§ **Description of the task**: Each line in the listing below needs to be transcribed exactly.

------ The records

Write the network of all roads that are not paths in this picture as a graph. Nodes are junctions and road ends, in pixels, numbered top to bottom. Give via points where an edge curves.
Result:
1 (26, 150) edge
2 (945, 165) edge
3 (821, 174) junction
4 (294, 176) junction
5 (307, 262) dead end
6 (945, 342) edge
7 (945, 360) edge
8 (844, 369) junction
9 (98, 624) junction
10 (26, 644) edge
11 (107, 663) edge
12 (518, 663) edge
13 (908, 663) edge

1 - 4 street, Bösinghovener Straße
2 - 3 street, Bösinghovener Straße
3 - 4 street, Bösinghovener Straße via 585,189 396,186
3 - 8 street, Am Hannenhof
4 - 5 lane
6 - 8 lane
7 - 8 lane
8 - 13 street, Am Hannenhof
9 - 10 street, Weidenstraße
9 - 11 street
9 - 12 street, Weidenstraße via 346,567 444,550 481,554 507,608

------------

§ **Written response**:
Write the network of all roads that are not paths in this picture as a graph. Nodes are junctions and road ends, in pixels, numbered top to bottom. Give via points where an edge curves.
Result:
1 (26, 150) edge
2 (945, 165) edge
3 (821, 174) junction
4 (294, 176) junction
5 (307, 262) dead end
6 (945, 342) edge
7 (945, 360) edge
8 (844, 369) junction
9 (98, 624) junction
10 (26, 644) edge
11 (107, 663) edge
12 (518, 663) edge
13 (908, 663) edge

1 - 4 street, Bösinghovener Straße
2 - 3 street, Bösinghovener Straße
3 - 4 street, Bösinghovener Straße via 585,189 396,186
3 - 8 street, Am Hannenhof
4 - 5 lane
6 - 8 lane
7 - 8 lane
8 - 13 street, Am Hannenhof
9 - 10 street, Weidenstraße
9 - 11 street
9 - 12 street, Weidenstraße via 346,567 444,550 481,554 507,608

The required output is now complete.